Description of the task
Go through the data and copy each line that holds "give".

START Record extracts

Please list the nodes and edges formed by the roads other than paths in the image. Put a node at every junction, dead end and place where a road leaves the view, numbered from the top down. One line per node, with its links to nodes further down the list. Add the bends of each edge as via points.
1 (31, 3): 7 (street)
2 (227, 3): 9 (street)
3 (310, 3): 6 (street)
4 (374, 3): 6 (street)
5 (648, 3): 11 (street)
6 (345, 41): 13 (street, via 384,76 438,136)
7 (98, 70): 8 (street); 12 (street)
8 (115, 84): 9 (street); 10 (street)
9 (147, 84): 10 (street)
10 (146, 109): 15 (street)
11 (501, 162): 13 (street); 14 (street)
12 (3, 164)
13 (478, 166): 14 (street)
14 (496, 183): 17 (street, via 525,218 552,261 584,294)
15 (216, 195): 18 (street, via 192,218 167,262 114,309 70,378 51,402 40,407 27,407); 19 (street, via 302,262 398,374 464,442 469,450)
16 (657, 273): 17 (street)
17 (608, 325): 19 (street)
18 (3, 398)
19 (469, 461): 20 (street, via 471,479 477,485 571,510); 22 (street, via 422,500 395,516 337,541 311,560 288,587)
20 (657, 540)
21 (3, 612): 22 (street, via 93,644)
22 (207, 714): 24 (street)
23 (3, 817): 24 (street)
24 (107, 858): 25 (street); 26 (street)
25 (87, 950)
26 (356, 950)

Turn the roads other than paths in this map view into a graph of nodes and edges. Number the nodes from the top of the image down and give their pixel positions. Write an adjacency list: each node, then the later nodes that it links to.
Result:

END Record extracts
START Record extracts

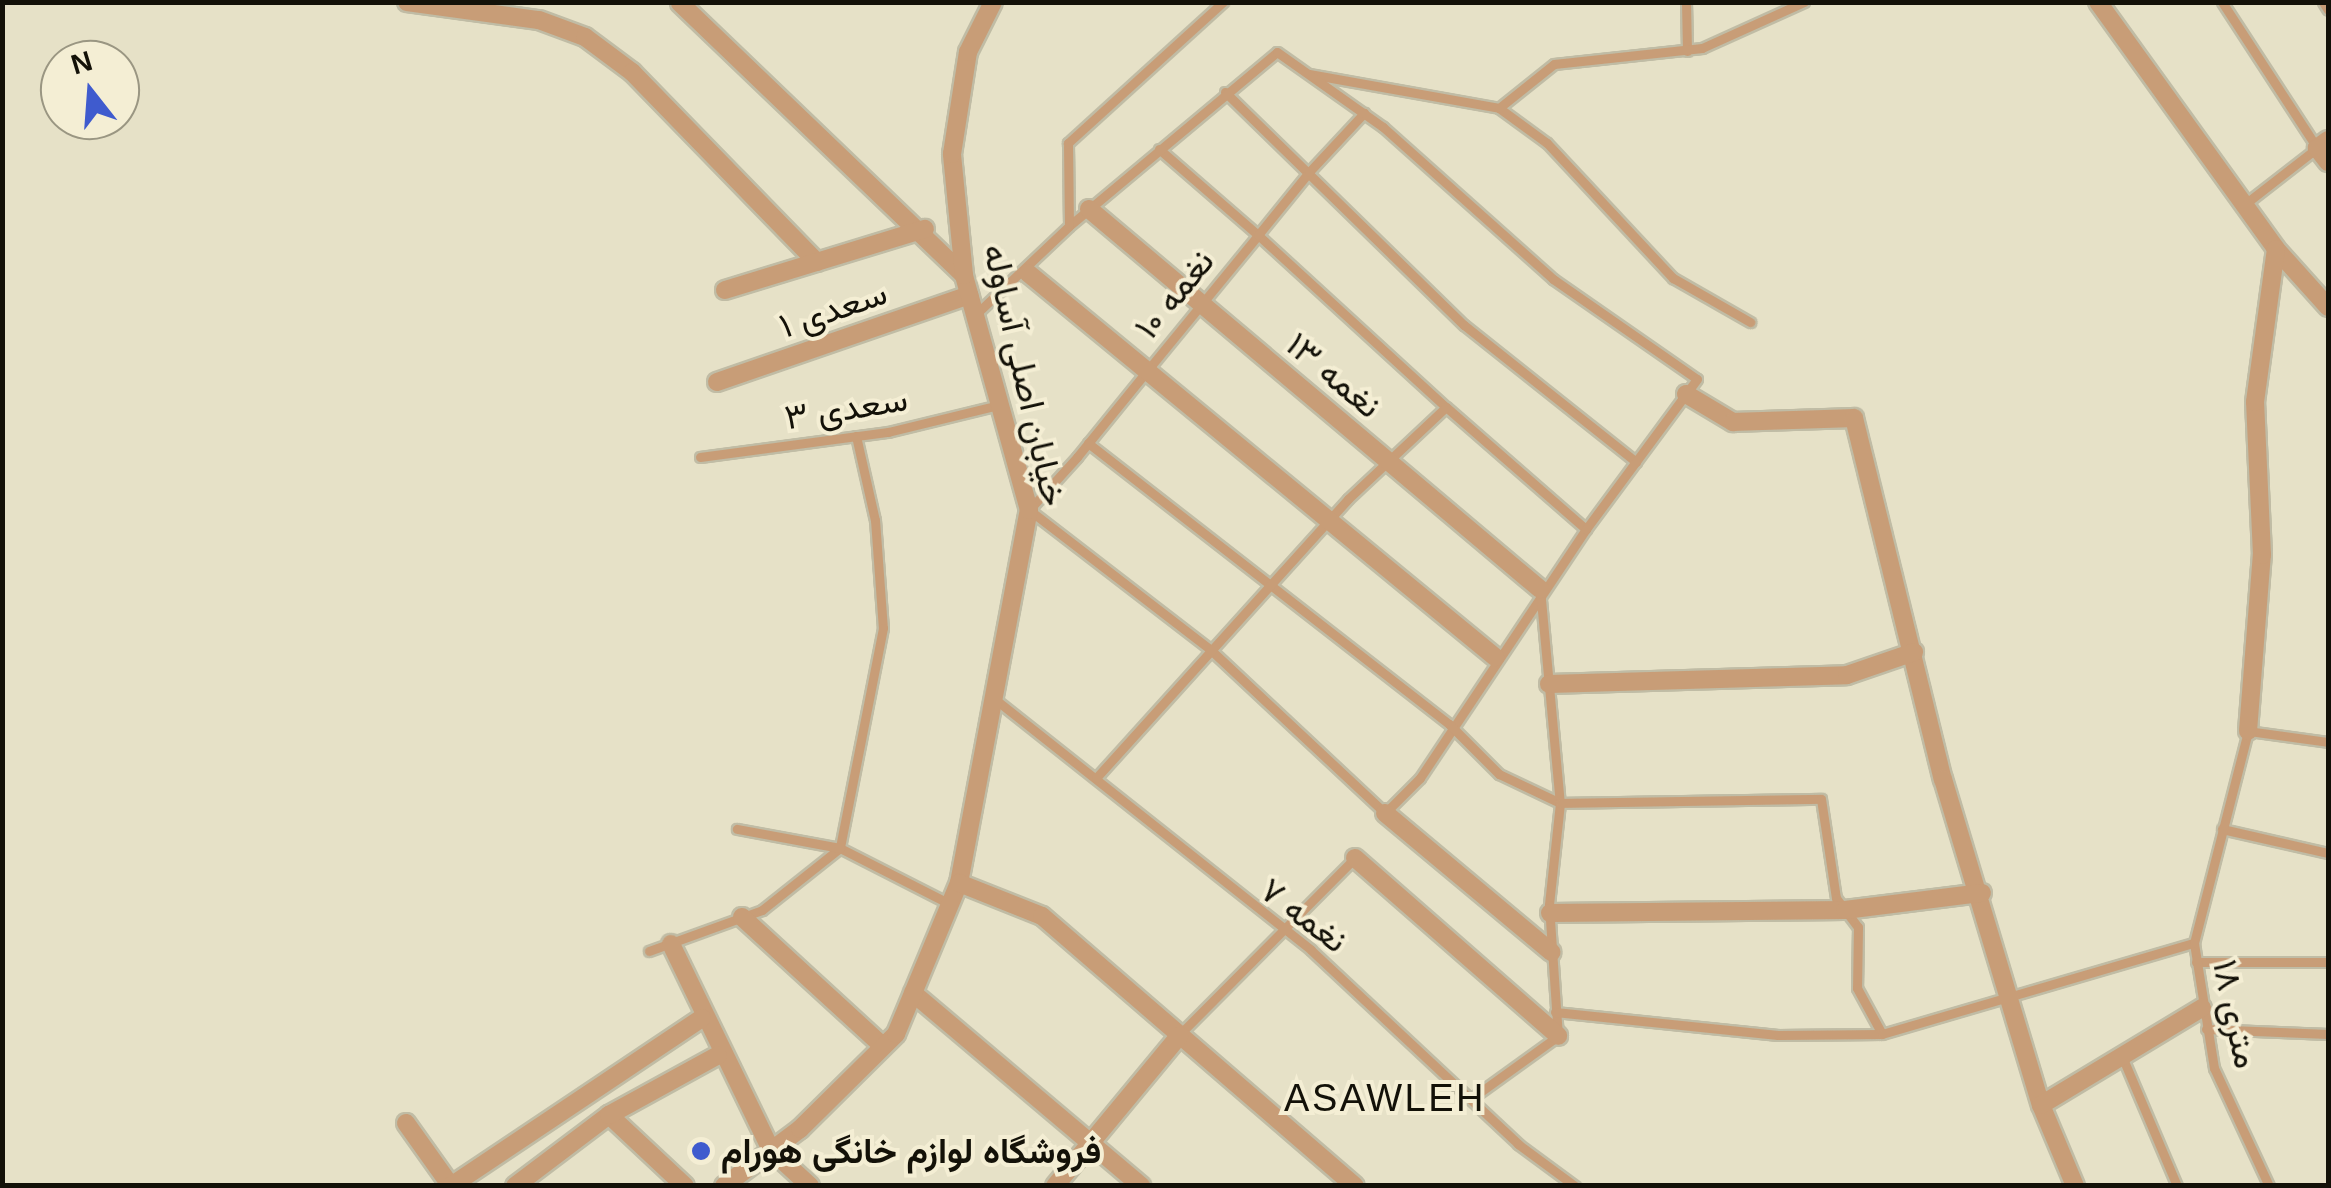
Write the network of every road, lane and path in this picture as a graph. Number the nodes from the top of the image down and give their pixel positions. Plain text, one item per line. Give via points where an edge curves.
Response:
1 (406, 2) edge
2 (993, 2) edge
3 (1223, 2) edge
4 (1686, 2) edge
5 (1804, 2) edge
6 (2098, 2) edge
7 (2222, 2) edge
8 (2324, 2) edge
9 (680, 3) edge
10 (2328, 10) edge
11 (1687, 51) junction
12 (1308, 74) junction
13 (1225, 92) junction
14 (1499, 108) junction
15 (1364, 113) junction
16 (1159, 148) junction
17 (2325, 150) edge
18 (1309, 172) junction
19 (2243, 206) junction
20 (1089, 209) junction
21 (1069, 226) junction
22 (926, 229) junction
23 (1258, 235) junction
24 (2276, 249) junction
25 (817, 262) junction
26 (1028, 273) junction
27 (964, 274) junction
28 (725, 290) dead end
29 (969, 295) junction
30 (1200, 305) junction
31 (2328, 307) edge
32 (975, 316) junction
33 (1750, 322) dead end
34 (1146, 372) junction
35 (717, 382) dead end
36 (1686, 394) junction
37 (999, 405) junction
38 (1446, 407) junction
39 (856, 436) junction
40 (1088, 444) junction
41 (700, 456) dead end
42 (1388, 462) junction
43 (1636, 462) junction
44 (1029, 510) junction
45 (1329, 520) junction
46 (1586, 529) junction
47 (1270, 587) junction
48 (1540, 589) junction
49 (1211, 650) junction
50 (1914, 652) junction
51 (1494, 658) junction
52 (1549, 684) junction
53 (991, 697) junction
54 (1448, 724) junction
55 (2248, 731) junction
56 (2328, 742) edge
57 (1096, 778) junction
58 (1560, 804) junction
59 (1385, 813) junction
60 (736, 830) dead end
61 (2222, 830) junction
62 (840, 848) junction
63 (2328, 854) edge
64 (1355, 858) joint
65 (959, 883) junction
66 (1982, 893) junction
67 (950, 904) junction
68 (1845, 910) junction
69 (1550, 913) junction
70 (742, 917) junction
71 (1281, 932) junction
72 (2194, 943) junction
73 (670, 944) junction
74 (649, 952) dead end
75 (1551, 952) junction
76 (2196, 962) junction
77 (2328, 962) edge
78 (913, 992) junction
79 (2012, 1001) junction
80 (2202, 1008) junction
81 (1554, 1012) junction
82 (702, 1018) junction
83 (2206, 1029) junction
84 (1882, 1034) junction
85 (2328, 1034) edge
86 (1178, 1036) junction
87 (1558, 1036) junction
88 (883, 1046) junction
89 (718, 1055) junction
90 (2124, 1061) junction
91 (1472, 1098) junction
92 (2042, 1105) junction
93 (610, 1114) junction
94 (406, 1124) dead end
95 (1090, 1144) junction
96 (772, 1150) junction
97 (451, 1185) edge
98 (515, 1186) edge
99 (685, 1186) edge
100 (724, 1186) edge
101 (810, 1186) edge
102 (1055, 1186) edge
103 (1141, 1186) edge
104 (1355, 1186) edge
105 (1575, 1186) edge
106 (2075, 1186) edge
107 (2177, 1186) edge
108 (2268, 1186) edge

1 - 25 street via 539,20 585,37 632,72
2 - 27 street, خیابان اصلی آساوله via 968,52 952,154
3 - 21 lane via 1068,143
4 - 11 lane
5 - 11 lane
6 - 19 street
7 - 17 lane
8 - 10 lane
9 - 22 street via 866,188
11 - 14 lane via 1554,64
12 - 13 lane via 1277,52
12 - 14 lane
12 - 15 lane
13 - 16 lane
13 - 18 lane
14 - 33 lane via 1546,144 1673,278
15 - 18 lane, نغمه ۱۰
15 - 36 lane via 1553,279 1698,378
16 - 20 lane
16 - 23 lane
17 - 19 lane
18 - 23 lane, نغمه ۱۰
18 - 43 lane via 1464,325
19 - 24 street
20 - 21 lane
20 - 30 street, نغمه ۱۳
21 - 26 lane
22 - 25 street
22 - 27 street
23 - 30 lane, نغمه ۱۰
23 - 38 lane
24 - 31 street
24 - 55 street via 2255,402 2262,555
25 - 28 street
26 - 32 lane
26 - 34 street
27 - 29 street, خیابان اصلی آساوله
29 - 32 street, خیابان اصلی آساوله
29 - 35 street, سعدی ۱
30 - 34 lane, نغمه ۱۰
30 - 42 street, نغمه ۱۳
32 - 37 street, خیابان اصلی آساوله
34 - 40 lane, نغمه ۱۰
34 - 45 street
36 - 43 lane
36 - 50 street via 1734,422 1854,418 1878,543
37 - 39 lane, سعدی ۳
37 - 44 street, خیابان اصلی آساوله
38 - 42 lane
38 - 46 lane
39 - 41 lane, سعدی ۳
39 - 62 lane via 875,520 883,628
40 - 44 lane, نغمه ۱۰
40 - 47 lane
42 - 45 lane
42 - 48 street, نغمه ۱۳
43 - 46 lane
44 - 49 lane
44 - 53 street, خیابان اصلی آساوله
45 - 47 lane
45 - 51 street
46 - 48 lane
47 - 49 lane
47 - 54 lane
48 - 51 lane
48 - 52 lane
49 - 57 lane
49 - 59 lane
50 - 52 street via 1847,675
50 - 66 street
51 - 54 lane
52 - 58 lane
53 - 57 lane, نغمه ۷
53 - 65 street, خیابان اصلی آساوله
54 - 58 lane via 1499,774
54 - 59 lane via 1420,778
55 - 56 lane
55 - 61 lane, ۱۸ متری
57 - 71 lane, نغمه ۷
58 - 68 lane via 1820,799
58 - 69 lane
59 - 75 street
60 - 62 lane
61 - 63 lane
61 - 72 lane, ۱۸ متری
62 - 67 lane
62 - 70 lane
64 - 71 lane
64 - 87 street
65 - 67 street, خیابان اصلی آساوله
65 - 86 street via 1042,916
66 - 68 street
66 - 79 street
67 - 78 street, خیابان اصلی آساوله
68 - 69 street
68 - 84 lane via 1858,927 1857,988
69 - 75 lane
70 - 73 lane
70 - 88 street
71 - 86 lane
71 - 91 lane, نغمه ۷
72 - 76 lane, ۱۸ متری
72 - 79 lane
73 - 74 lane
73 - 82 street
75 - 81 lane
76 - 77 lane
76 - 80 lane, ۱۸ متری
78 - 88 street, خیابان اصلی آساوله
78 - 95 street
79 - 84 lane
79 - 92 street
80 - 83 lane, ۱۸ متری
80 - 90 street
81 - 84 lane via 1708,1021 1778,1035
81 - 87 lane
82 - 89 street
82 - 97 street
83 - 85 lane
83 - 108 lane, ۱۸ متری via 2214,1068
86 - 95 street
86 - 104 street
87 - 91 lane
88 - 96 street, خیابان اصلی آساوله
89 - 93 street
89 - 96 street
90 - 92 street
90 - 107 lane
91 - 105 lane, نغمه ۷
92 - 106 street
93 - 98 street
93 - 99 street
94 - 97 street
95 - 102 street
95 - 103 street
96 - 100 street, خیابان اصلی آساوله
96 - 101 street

END Record extracts

Result of this task
Turn the roads other than paths in this map view into a graph of nodes and edges. Number the nodes from the top of the image down and give their pixel positions. Write an adjacency list: each node, then the later nodes that it links to.
Write the network of every road, lane and path in this picture as a graph. Number the nodes from the top of the image down and give their pixel positions. Plain text, one item per line. Give via points where an edge curves.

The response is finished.